Marcello Terto e Silva*

Os protestos na porta da casa do Ministro Teori Zavascki, após um grupo pró-impeachment tomar conhecimento da decisão que determinou ao juiz Sergio Moro o envio, para o Supremo Tribunal Federal (STF), da parte das investigações da operação Lava-Jato contra o ex-presidente Luiz Inácio Lula da Silva, merecem algumas reflexões.

Fazer justiça é aplicar o direito de acordo com os princípios e as leis, de forma isenta, imparcial, sem paixões ou estratagemas.
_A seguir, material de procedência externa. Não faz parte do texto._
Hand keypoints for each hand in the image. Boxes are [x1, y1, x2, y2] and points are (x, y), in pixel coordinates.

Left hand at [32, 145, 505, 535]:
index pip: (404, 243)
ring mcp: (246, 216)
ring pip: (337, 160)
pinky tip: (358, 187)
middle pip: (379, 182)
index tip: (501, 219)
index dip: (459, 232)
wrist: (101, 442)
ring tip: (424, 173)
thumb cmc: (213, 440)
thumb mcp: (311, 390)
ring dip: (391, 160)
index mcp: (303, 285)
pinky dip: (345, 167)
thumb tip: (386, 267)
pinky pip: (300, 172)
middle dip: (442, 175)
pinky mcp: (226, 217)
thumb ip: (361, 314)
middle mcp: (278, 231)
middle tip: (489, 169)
Justiçar é tomar a realização da justiça pelas próprias mãos, independentemente da lei ou dos poderes constituídos, supostamente para reparar um mal, como forma de vingança pessoal ou social.
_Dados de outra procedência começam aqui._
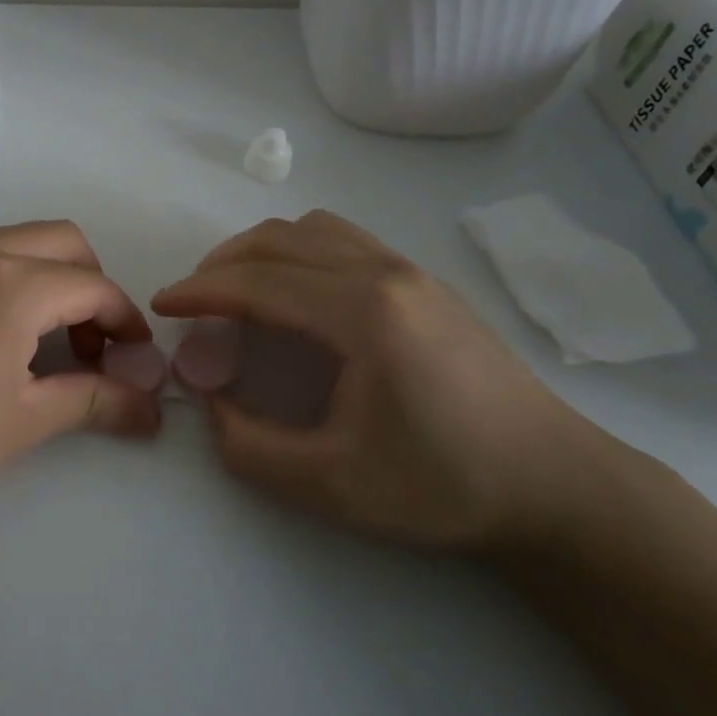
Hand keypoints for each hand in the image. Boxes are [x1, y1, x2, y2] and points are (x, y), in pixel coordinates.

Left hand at [0, 220, 160, 545]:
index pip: (94, 286)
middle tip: (88, 342)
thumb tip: (151, 410)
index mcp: (14, 282)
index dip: (124, 321)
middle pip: (61, 241)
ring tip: (36, 342)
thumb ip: (94, 402)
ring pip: (12, 242)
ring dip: (43, 278)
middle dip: (90, 284)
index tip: (135, 357)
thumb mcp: (22, 422)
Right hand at [153, 209, 612, 552]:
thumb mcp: (332, 486)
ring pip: (312, 229)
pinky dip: (298, 251)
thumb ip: (250, 448)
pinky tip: (297, 294)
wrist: (555, 485)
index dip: (200, 291)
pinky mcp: (424, 280)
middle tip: (193, 303)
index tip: (162, 306)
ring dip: (261, 251)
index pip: (259, 281)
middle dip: (222, 265)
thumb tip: (210, 403)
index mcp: (362, 312)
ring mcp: (409, 270)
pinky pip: (343, 239)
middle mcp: (383, 272)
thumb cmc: (444, 486)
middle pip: (278, 241)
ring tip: (238, 292)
Vivemos um período de crise aguda que suscita muitas paixões. No limiar da quebra do paradigma da impunidade e do efetivo combate à corrupção sistêmica no Brasil, surge o juiz federal Sérgio Moro.

Ávido por justiça põe na berlinda, se não toda, boa parte da classe política brasileira, especialmente aquela experimentada nos arroubos e seduções do poder de comando.

Pela expressão das ruas, a evidente maioria personifica no doutor Moro algo desejado há muito no inconsciente popular: a aplicação da lei indistintamente para todos; muito embora uma parte ainda tente justificar o status quo com o descaminhar de outros da oposição.

Mas é necessário prudência para não incorrermos em graves equívocos e, a pretexto de remediar um mal, sacrificarmos toda a lógica de um sistema que existe para nos proteger, pasmem!, de nós mesmo.

Juiz não é parte e muito menos deve se aliar a ela a pretexto de realizar justiça, ainda que essa parte seja o órgão de persecução penal do próprio Estado. Pelo contrário, como agente de uma força contramajoritária, deve estar atento à realidade social, mas não pode sozinho ser a tábua de salvação de uma nau que há muito tempo deriva com o mar da corrupção.

É preciso lembrar dos direitos e garantias fundamentais. Sobretudo na seara penal, o devido processo legal é mais rigoroso e opera necessariamente aliado a outros princípios de igual valor.

Não à toa, a nossa Constituição protege a intimidade, reservando-lhe expressamente espaços para o seu desfrute, a exemplo da casa, da correspondência e das comunicações telegráficas, de dados e telefônicas.

A intimidade faz parte da primeira dimensão de direitos fundamentais, que existe para preservar as liberdades de qualquer cidadão, do mais íntegro ao bandido, para que o chegar a este não signifique o sacrifício da esfera de intimidade do primeiro.

Ao mesmo tempo em que todos os julgamentos dos órgãos do Poder Judiciário são públicos, a lei pode limitar a presença, em determinados atos, às próprias partes e a seus advogados, ou somente a estes, em casos nos quais a preservação do direito à intimidade do interessado no sigilo não prejudique o interesse público à informação (CF, art 93, IX).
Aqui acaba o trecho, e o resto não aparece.